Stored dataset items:
/---

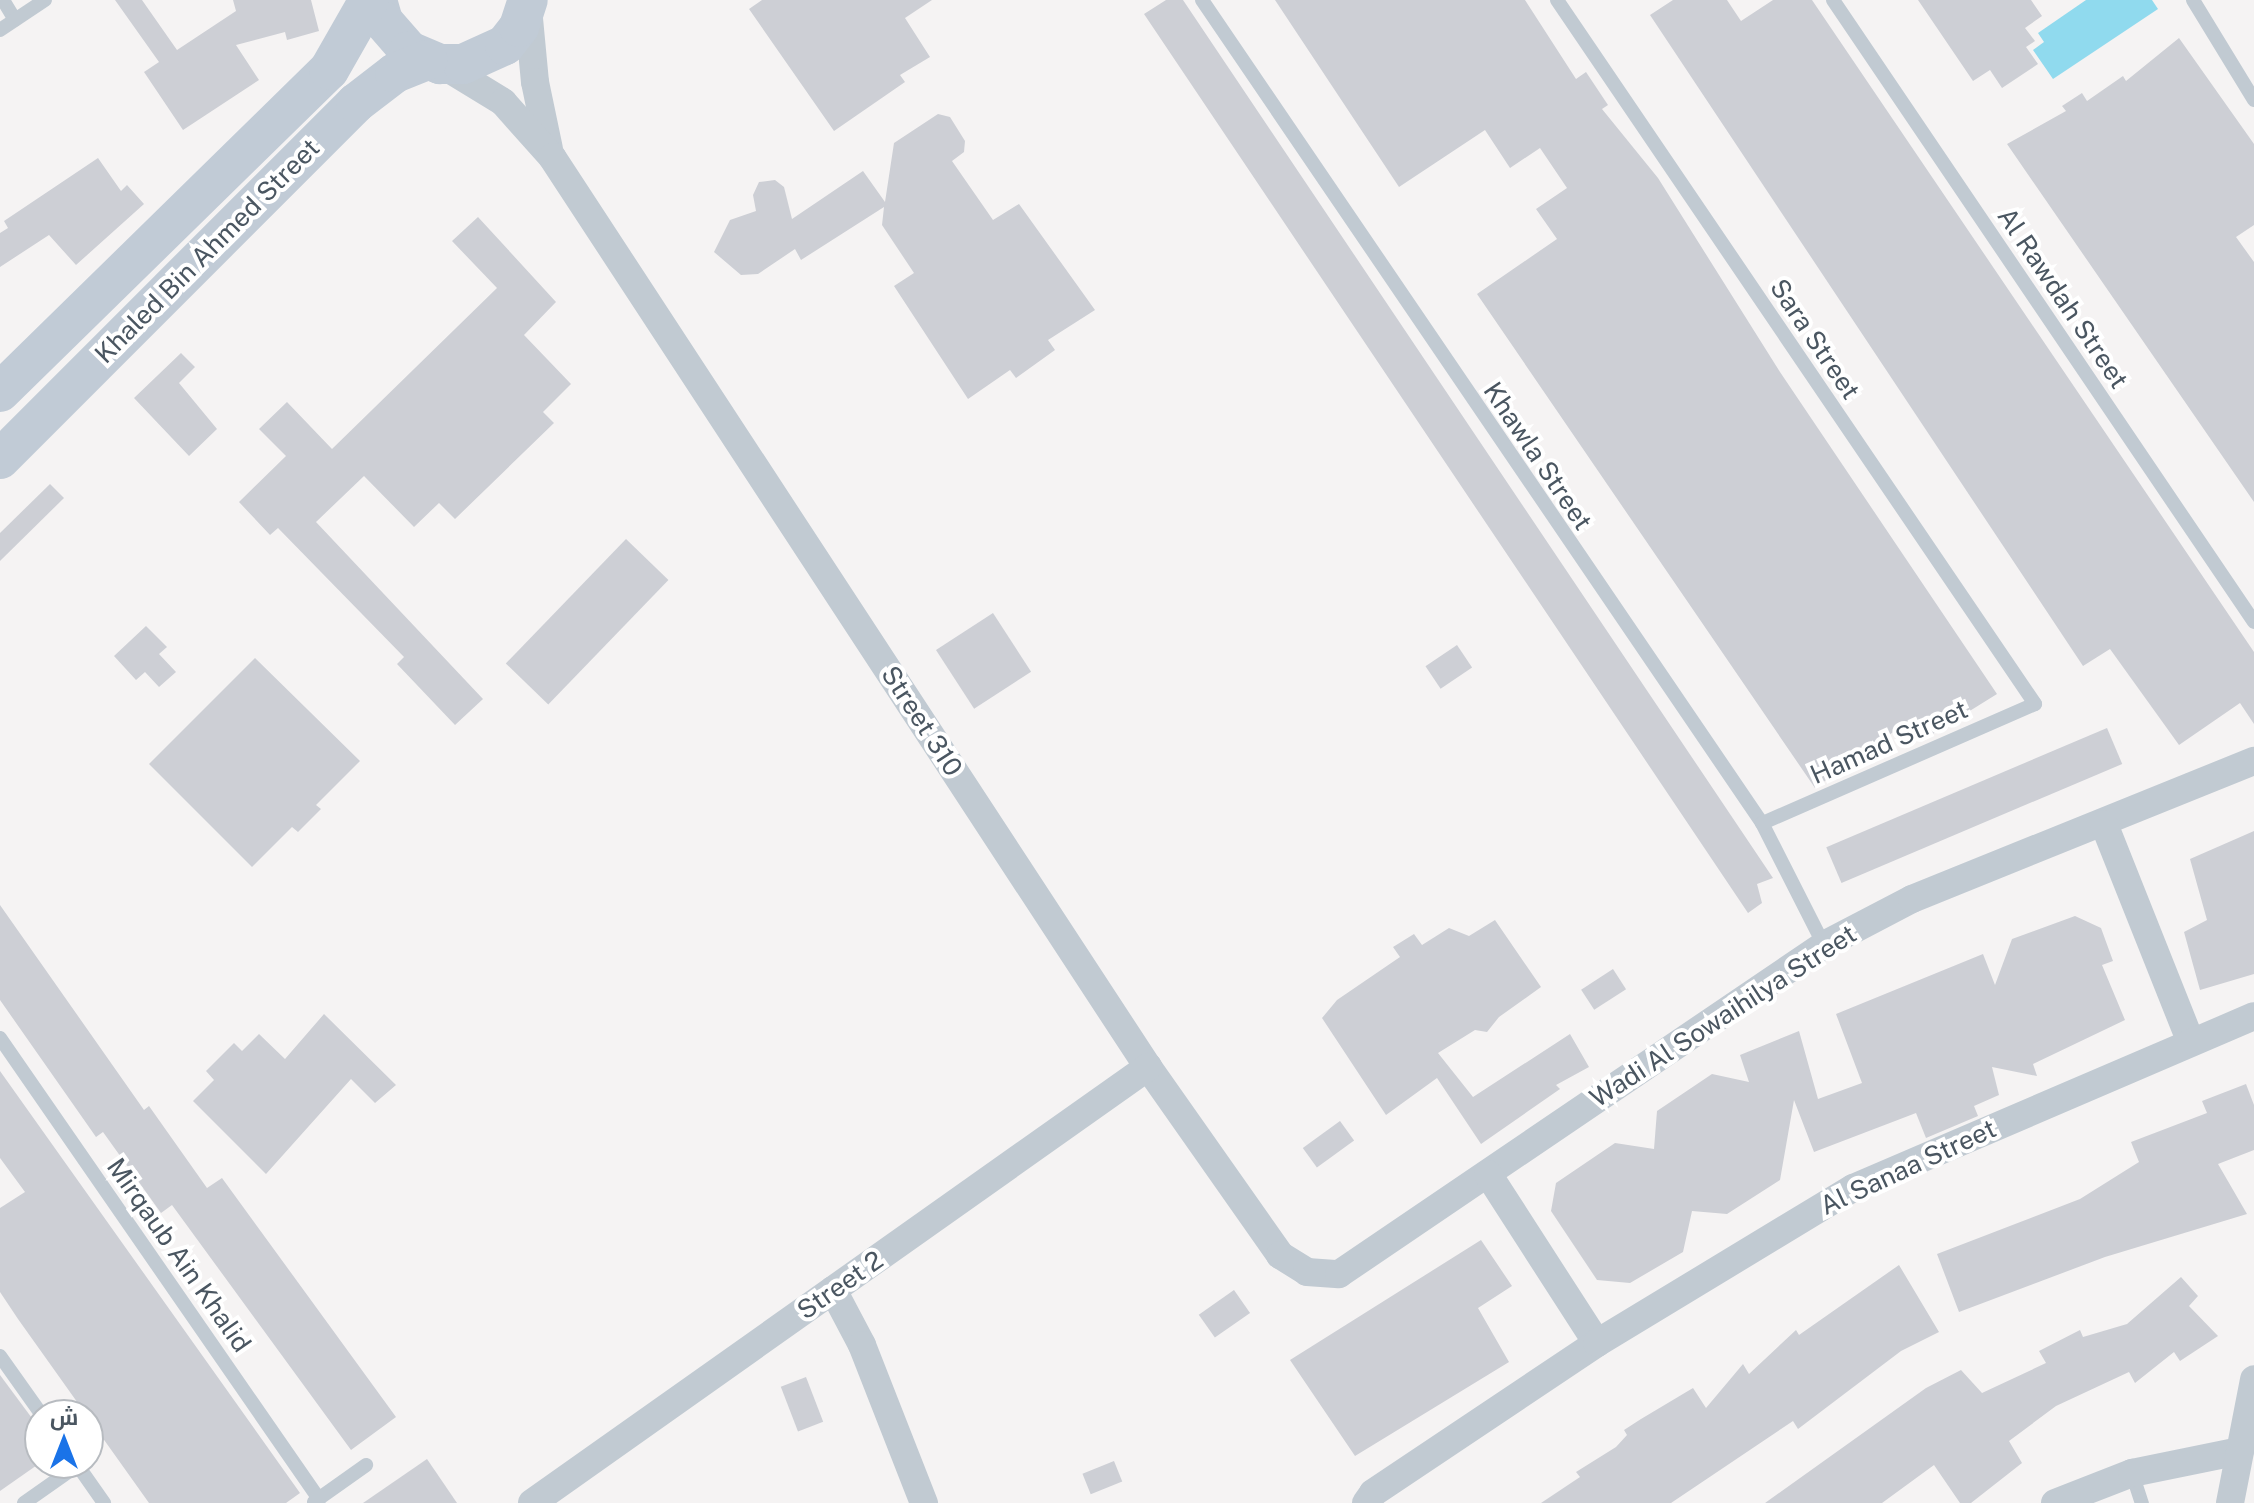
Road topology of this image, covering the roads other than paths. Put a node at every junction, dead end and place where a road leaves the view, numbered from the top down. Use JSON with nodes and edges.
{"nodes":[{"id":1,"x":3,"y":0,"type":"edge"},
{"id":2,"x":45,"y":0,"type":"edge"},
{"id":3,"x":369,"y":0,"type":"edge"},
{"id":4,"x":377,"y":0,"type":"edge"},
{"id":5,"x":1202,"y":0,"type":"edge"},
{"id":6,"x":1557,"y":0,"type":"edge"},
{"id":7,"x":1833,"y":0,"type":"edge"},
{"id":8,"x":2193,"y":0,"type":"edge"},
{"id":9,"x":528,"y":3,"type":"edge"},
{"id":10,"x":15,"y":20,"type":"junction"},
{"id":11,"x":0,"y":30,"type":"edge"},
{"id":12,"x":433,"y":62,"type":"junction"},
{"id":13,"x":2254,"y":100,"type":"edge"},
{"id":14,"x":552,"y":157,"type":"junction"},
{"id":15,"x":0,"y":392,"type":"edge"},
{"id":16,"x":0,"y":459,"type":"edge"},
{"id":17,"x":2254,"y":622,"type":"edge"},
{"id":18,"x":2035,"y":704,"type":"joint"},
{"id":19,"x":2254,"y":761,"type":"edge"},
{"id":20,"x":1762,"y":823,"type":"junction"},
{"id":21,"x":2104,"y":824,"type":"junction"},
{"id":22,"x":1824,"y":945,"type":"junction"},
{"id":23,"x":2254,"y":1016,"type":"edge"},
{"id":24,"x":0,"y":1038,"type":"edge"},
{"id":25,"x":2190,"y":1040,"type":"junction"},
{"id":26,"x":1148,"y":1067,"type":"junction"},
{"id":27,"x":1488,"y":1174,"type":"junction"},
{"id":28,"x":1307,"y":1272,"type":"joint"},
{"id":29,"x":833,"y":1290,"type":"junction"},
{"id":30,"x":1597,"y":1343,"type":"junction"},
{"id":31,"x":0,"y":1356,"type":"edge"},
{"id":32,"x":2254,"y":1379,"type":"edge"},
{"id":33,"x":31,"y":1399,"type":"edge"},
{"id":34,"x":2240,"y":1451,"type":"junction"},
{"id":35,"x":366,"y":1465,"type":"dead end"},
{"id":36,"x":2132,"y":1473,"type":"junction"},
{"id":37,"x":57,"y":1479,"type":"edge"},
{"id":38,"x":87,"y":1479,"type":"edge"},
{"id":39,"x":316,"y":1501,"type":"edge"},
{"id":40,"x":24,"y":1503,"type":"edge"},
{"id":41,"x":104,"y":1503,"type":"edge"},
{"id":42,"x":532,"y":1503,"type":"edge"},
{"id":43,"x":924,"y":1503,"type":"edge"},
{"id":44,"x":1366,"y":1503,"type":"edge"},
{"id":45,"x":2055,"y":1503,"type":"edge"},
{"id":46,"x":2142,"y":1503,"type":"edge"},
{"id":47,"x":2230,"y":1503,"type":"edge"}],
"edges":[{"from":1,"to":10,"type":"lane"},
{"from":2,"to":10,"type":"lane"},
{"from":3,"to":15,"type":"main road","name":"Khaled Bin Ahmed Street"},
{"from":4,"to":12,"type":"main road"},
{"from":5,"to":20,"type":"lane","name":"Khawla Street"},
{"from":6,"to":18,"type":"lane","name":"Sara Street"},
{"from":7,"to":17,"type":"lane","name":"Al Rawdah Street"},
{"from":8,"to":13,"type":"lane"},
{"from":9,"to":12,"type":"main road","name":"Khaled Bin Ahmed Street"},
{"from":9,"to":14,"type":"street","name":"Street 310"},
{"from":10,"to":11,"type":"lane"},
{"from":12,"to":14,"type":"street","name":"Street 310"},
{"from":12,"to":16,"type":"main road","name":"Khaled Bin Ahmed Street"},
{"from":14,"to":26,"type":"street","name":"Street 310"},
{"from":18,"to":20,"type":"lane","name":"Hamad Street"},
{"from":19,"to":21,"type":"street","name":"Wadi Al Sowaihilya Street"},
{"from":20,"to":22,"type":"lane","name":"Khawla Street"},
{"from":21,"to":22,"type":"street","name":"Wadi Al Sowaihilya Street"},
{"from":21,"to":25,"type":"street"},
{"from":22,"to":27,"type":"street","name":"Wadi Al Sowaihilya Street"},
{"from":23,"to":25,"type":"street","name":"Al Sanaa Street"},
{"from":24,"to":39,"type":"lane","name":"Mirqaub Ain Khalid"},
{"from":25,"to":30,"type":"street","name":"Al Sanaa Street"},
{"from":26,"to":28,"type":"street","name":"Street 310"},
{"from":26,"to":29,"type":"street","name":"Street 2"},
{"from":27,"to":28,"type":"street","name":"Wadi Al Sowaihilya Street"},
{"from":27,"to":30,"type":"street"},
{"from":29,"to":42,"type":"street","name":"Street 2"},
{"from":29,"to":43,"type":"street"},
{"from":30,"to":44,"type":"street","name":"Al Sanaa Street"},
{"from":31,"to":33,"type":"lane"},
{"from":32,"to":34,"type":"street"},
{"from":34,"to":36,"type":"street"},
{"from":34,"to":47,"type":"street"},
{"from":35,"to":39,"type":"lane"},
{"from":36,"to":45,"type":"street"},
{"from":36,"to":46,"type":"lane"},
{"from":37,"to":40,"type":"lane"},
{"from":38,"to":41,"type":"lane"}]}
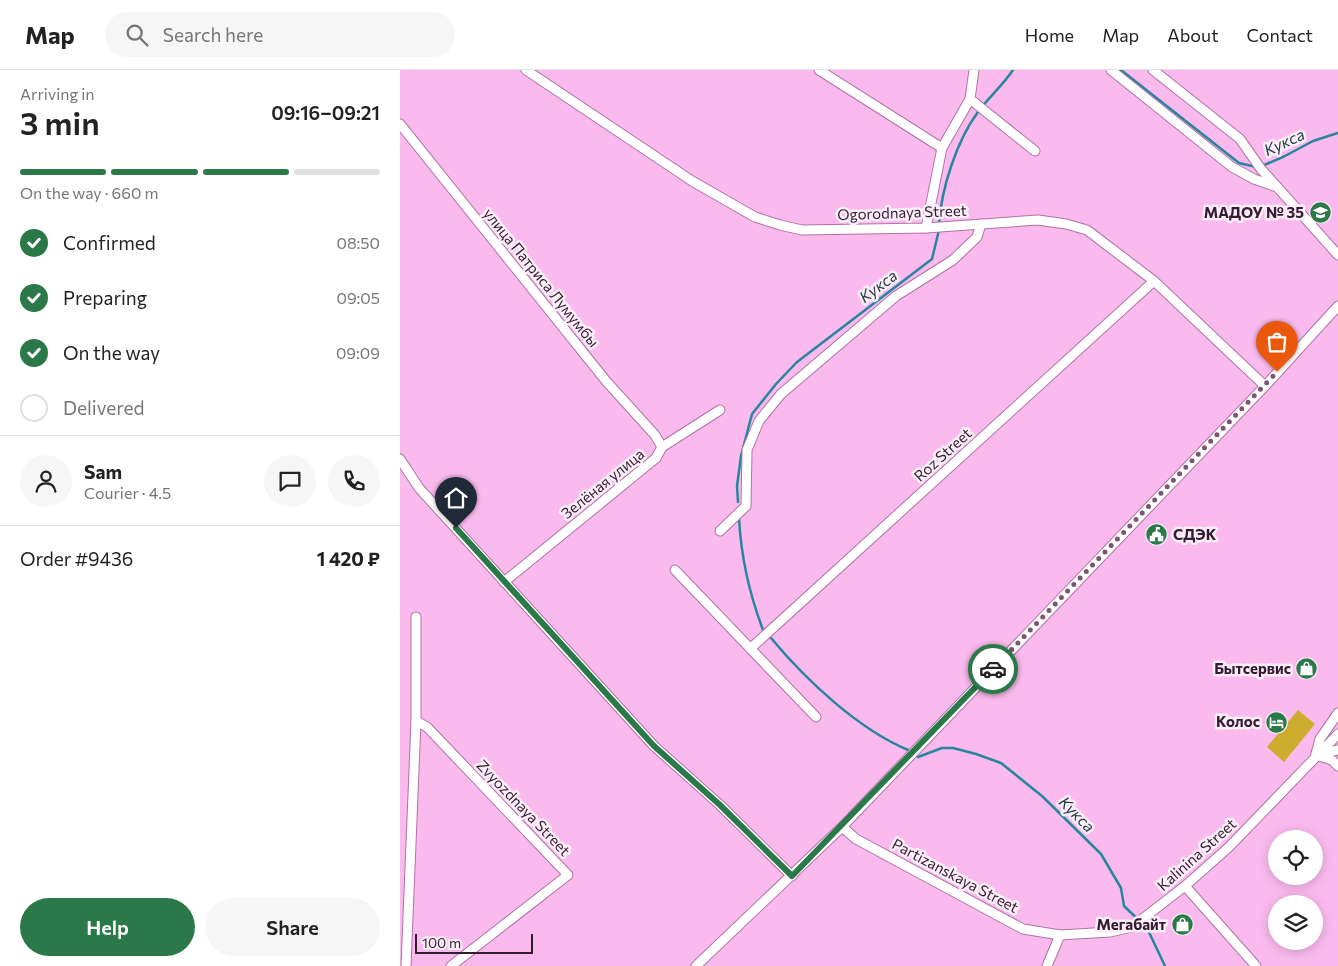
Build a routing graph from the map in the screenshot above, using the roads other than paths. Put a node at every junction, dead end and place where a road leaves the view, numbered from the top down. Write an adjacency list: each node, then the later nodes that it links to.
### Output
1 (526, 70): 12 (street, Ogorodnaya Street)
2 (819, 70): 8 (street)
3 (974, 70): 6 (street)
4 (1111, 70): 10 (street)
5 (1153, 70): 10 (street)
6 (970, 99): 8 (street); 9 (street)
7 (400, 124): 18 (street, улица Патриса Лумумбы)
8 (942, 148): 12 (street)
9 (1034, 151)
10 (1280, 188): 13 (street)
11 (981, 224): 12 (street, Ogorodnaya Street); 14 (street, Ogorodnaya Street); 20 (street)
12 (930, 228)
13 (1338, 255)
14 (1154, 281): 16 (street, Ogorodnaya Street); 24 (street, Roz Street)
15 (1338, 306): 16 (street)
16 (1265, 386): 32 (street)
17 (720, 410): 18 (street, Зелёная улица)
18 (662, 448): 22 (street, Зелёная улица)
19 (400, 459): 22 (street)
20 (720, 531)
21 (675, 570): 24 (street)
22 (504, 582): 33 (street)
23 (416, 617): 27 (street)
24 (751, 648): 26 (street)
25 (1338, 713): 30 (street, Kalinina Street)
26 (816, 717)
27 (416, 721): 36 (street); 37 (street, Zvyozdnaya Street)
28 (1338, 734): 30 (street)
29 (1338, 750): 30 (street)
30 (1316, 755): 31 (street); 34 (street, Kalinina Street)
31 (1338, 766)
32 (842, 827): 33 (street); 35 (street, Partizanskaya Street)
33 (792, 876): 38 (street)
34 (1185, 886): 35 (street, Kalinina Street); 40 (street)
35 (1060, 935): 39 (street)
36 (406, 966)
37 (451, 966)
38 (696, 966)
39 (1047, 966)
40 (1256, 966)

\---

## Activity
Take each line above that holds the string "dead" and copy it.

## Answer space
Road topology of this image, covering the roads other than paths. Put a node at every junction, dead end and place where a road leaves the view, numbered from the top down. Use JSON with nodes and edges.
{"id":35,"x":366,"y":1465,"type":"dead end"},
Build a routing graph from the map in the screenshot above, using the roads other than paths. Put a node at every junction, dead end and place where a road leaves the view, numbered from the top down. Write an adjacency list: each node, then the later nodes that it links to.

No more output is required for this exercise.